> **What is needed**: Scan the entries below for the string "roads" and copy every line where it turns up.
----------------------------------------
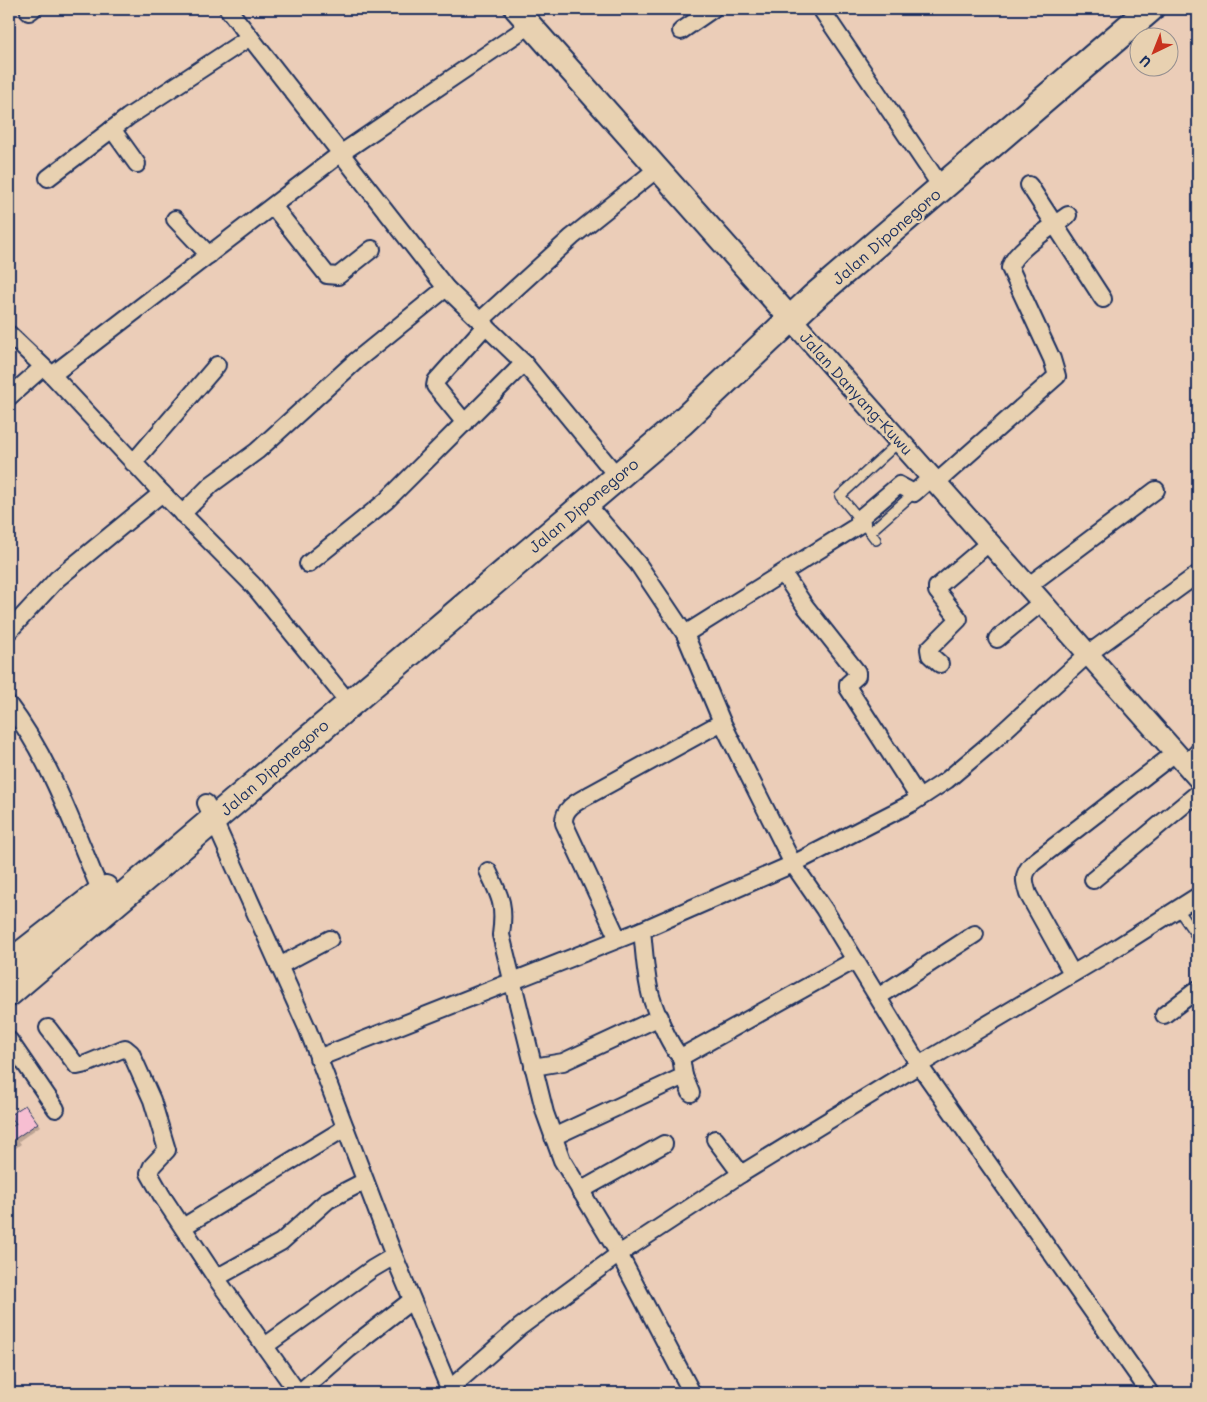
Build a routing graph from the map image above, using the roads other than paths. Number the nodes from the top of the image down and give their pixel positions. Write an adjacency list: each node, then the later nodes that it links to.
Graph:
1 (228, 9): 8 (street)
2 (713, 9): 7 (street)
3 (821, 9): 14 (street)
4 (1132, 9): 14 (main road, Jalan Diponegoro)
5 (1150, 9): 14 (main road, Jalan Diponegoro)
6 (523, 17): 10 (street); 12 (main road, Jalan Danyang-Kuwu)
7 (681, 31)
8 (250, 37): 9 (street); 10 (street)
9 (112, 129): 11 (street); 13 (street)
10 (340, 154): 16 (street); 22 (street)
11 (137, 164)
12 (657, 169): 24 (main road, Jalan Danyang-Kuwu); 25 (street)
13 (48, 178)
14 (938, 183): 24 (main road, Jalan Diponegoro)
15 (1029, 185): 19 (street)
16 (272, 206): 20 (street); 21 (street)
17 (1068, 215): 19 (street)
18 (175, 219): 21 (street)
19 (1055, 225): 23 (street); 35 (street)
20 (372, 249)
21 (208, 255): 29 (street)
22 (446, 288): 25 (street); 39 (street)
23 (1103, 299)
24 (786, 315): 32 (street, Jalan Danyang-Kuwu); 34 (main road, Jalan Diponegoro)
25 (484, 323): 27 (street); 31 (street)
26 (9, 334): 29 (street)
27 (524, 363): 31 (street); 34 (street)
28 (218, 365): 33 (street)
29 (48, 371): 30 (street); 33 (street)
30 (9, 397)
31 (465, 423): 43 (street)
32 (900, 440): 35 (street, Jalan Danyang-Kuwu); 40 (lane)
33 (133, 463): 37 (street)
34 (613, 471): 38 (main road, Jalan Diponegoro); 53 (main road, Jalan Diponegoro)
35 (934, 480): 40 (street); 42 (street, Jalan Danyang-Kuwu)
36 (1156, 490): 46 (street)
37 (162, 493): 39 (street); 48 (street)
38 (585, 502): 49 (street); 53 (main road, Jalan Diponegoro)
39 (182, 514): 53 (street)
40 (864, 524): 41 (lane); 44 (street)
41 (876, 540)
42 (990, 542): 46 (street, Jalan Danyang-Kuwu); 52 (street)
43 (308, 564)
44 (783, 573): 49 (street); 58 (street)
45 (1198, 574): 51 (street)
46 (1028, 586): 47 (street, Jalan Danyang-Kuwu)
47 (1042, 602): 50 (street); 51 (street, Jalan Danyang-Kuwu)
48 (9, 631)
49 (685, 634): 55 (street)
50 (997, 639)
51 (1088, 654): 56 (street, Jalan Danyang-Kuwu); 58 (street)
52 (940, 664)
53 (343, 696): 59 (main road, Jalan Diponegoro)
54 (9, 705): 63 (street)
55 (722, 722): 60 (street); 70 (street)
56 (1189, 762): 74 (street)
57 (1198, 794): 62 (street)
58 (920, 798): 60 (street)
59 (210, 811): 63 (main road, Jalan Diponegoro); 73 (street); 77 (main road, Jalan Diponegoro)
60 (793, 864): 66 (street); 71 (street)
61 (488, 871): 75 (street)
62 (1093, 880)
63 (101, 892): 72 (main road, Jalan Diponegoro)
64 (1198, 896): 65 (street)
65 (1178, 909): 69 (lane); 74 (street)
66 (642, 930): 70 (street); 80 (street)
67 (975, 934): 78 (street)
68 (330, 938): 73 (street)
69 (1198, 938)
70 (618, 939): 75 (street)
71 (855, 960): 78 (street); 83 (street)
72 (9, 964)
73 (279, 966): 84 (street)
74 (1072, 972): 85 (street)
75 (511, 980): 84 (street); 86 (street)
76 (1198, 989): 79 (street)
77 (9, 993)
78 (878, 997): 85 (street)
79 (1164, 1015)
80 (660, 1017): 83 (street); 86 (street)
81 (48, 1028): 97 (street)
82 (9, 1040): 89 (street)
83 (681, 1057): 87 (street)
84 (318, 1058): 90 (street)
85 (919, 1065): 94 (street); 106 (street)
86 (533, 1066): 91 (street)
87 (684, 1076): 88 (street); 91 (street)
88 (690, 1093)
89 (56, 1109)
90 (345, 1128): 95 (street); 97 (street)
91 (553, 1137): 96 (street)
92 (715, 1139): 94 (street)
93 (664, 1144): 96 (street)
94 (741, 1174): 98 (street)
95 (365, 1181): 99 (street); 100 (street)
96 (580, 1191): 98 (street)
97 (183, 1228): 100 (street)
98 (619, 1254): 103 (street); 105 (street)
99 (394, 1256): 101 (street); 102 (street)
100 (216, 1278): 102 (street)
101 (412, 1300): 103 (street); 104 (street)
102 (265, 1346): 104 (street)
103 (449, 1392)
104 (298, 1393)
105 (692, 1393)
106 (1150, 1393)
----------------------------------------
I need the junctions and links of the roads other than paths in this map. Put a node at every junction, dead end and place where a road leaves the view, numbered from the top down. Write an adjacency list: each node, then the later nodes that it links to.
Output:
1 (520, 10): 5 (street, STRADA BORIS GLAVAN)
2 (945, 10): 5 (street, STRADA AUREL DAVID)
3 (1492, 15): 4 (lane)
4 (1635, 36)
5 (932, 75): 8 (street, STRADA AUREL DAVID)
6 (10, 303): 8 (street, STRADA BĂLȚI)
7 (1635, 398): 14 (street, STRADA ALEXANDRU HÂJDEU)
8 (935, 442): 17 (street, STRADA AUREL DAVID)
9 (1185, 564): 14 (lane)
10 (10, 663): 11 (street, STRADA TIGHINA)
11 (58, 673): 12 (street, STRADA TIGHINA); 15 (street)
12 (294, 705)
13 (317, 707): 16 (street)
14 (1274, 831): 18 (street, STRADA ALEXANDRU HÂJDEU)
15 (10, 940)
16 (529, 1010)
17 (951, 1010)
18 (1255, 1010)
----------------------------------------
> **Exercise output**:
Build a routing graph from the map image above, using the roads other than paths. Number the nodes from the top of the image down and give their pixel positions. Write an adjacency list: each node, then the later nodes that it links to.
I need the junctions and links of the roads other than paths in this map. Put a node at every junction, dead end and place where a road leaves the view, numbered from the top down. Write an adjacency list: each node, then the later nodes that it links to.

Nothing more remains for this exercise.